Maybe Pariente is genuinely moving on that scale towards the Jarred Younger end but he seems to have a lot of connections down the other end. hence SMC involvement - and anyone who’s got SMC behind them is going to arouse suspicion. It’s not like he was passive in the hyping is it he was fronting it.

 

[Snowdrop]

IMO C Pariente is playing both sides in an effort to seem reasonable to those of us who know the psychosocial for what it is (flatly wrong). Ambiguity and being disingenuous is not an acceptable way to engage with people.

And I don't find it necessary to bend over backwards to give anyone the benefit of the doubt. We most certainly have never been extended that courtesy. The psychosocial view is one of endless machinations.

If you cut through all the waffle it supports a view of CP asa person who supports the psychosocial view.

Though I suspect he is in a position to change sides quietly when the time comes.

 

[obeat]

@Jonathan Edwards . Is there much research on fatigue mechanisms in other illness? Are fatigue conferences ever held to share ideas across specialities?

 

[Jonathan Edwards]

@Jonathan Edwards . Is there much research on fatigue mechanisms in other illness? Are fatigue conferences ever held to share ideas across specialities?
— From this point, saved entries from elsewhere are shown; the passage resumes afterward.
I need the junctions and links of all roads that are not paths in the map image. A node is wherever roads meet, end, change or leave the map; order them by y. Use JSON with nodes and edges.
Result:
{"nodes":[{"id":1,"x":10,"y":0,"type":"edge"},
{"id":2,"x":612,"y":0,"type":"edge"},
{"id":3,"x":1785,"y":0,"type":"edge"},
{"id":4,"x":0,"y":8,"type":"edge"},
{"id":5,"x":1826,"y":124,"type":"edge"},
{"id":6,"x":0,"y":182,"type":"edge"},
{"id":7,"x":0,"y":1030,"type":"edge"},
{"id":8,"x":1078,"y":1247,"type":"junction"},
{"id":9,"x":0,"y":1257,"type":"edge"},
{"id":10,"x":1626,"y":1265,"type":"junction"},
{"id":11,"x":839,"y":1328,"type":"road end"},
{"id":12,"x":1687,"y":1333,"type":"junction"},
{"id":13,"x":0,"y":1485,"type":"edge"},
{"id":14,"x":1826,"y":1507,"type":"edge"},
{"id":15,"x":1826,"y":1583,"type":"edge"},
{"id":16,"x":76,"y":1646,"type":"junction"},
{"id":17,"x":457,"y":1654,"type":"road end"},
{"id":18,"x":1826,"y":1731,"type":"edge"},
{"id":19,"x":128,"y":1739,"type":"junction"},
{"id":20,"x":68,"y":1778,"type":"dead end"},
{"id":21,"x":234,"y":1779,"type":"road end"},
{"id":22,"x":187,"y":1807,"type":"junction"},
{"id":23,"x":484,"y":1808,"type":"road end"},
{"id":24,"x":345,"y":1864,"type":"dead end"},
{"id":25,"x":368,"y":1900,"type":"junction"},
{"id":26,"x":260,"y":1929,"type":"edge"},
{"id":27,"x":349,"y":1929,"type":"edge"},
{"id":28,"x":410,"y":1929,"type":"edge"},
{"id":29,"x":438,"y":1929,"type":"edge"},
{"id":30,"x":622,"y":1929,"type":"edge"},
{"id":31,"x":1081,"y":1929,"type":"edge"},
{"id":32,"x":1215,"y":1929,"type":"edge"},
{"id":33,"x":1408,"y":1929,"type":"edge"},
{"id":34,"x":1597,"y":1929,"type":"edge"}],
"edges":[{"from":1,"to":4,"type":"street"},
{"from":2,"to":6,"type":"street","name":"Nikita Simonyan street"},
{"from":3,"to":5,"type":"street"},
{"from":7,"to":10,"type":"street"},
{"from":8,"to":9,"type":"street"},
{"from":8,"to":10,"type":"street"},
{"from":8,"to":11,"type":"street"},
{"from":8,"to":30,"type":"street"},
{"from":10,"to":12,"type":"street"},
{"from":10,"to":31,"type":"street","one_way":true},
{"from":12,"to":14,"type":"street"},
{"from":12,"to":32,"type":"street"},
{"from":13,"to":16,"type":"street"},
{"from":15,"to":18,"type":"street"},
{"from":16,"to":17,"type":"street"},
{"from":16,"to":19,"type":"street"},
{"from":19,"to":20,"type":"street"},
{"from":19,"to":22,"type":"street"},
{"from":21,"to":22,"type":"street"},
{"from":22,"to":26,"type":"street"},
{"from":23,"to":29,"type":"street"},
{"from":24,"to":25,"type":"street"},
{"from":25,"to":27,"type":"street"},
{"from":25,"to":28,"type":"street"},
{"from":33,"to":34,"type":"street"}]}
There has been interest in fatigue in rheumatic disease for twenty years or so. Fatigue in rheumatoid is fairly clearly due to cytokines - TNF and such. Fatigue in lupus is probably not due to cytokines but nobody has written much on the alternatives (effects of autoantibodies on DNA transcription for instance). Special interest groups discuss fatigue but I have not heard of whole conferences on fatigue.

A while back Julia Newton was pushing the idea that all fatigue was essentially the same and probably due to something like poor perfusion. I think we know that cannot be the case (not in RA or 'flu' for instance). The Newcastle group seem to have gone quiet on ME recently - not sure why. Cara Tomas has published on mitochondria but that is another angle. There was supposed to be a trial of rituximab in fatigue in primary biliary cirrhosis but I never heard any results and I am not sure it would tell us more than the result in RA (i.e. that when fatigue is due indirectly to antibodies rituximab helps).

 

[Sly Saint]

I'm sure most people are somewhere "in between", but as we know, this study wasn't about ME/cfs, so whichever criteria were used, it would never be kosha ME/CFS patients. Interesting at most, I'd say. But not deserving of the media blitz last (?) Monday..... IMO.

Before all this hype, CP was maybe only a small blip on the radar.
But now we have to question why the SMC has promoted this study and CP so much.
The last time they did this was with Crawley and the LP study and Crawley has repeatedly claimed that CBT 'changes biology'.
It would be good to know CPs opinion on this if anyone gets the opportunity to ask him.